» **WHAT IS REQUIRED**: Across the records below, report how many lines include the word "BRUNNLEITENWEG", stating the number alone.

PROVIDED RECORDS below:

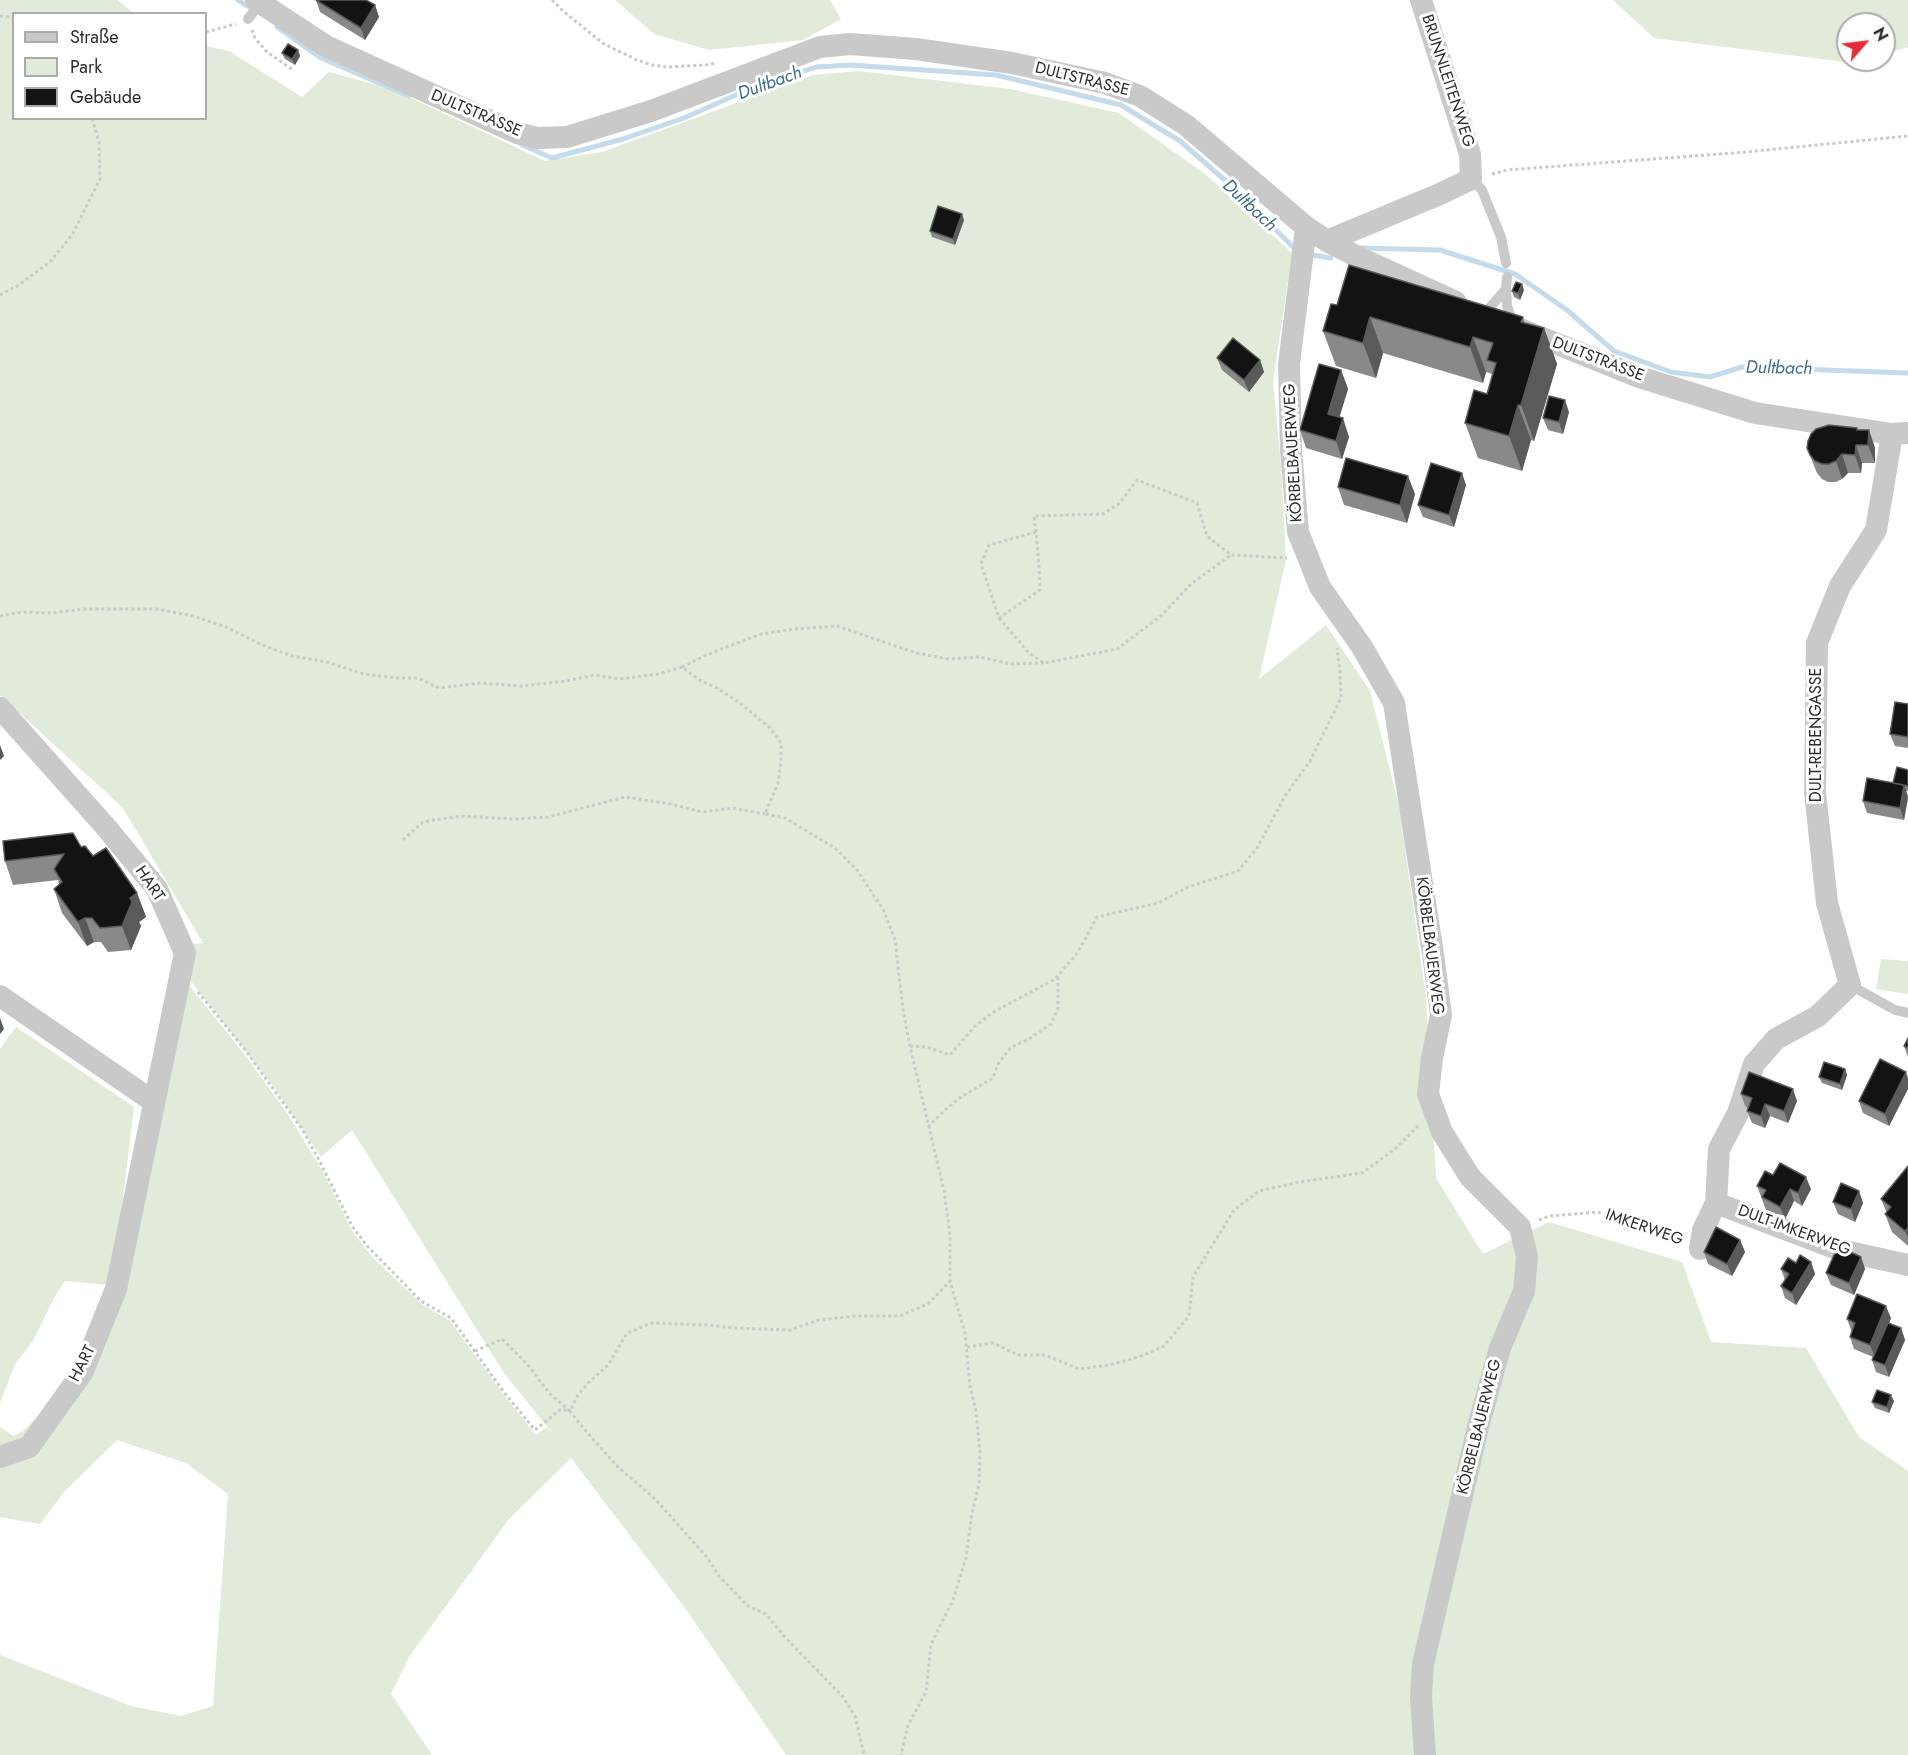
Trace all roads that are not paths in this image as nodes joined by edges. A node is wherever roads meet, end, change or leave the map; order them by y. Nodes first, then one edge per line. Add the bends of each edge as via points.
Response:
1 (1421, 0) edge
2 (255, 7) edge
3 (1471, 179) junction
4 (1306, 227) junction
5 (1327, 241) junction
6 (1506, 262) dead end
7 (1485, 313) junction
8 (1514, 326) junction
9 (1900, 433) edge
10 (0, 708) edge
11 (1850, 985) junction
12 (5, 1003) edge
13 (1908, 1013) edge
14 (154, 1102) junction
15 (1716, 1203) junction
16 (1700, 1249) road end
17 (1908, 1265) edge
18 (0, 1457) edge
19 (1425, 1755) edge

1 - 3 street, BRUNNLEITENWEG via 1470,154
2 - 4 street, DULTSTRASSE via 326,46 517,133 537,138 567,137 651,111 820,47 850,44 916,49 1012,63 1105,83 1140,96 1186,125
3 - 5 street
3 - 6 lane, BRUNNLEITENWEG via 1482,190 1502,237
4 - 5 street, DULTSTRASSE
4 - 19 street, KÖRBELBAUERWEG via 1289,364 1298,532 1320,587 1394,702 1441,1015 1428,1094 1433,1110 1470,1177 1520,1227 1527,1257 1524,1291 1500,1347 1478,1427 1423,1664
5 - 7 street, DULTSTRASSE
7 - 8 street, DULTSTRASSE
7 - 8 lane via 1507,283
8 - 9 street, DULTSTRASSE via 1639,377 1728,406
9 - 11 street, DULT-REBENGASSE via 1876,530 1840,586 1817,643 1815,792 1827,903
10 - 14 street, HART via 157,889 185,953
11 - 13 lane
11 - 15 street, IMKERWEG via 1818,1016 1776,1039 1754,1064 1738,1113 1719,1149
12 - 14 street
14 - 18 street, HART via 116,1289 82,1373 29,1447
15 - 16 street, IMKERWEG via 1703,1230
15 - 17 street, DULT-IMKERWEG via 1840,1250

End of PROVIDED RECORDS.

» **EXERCISE RESULT**: 2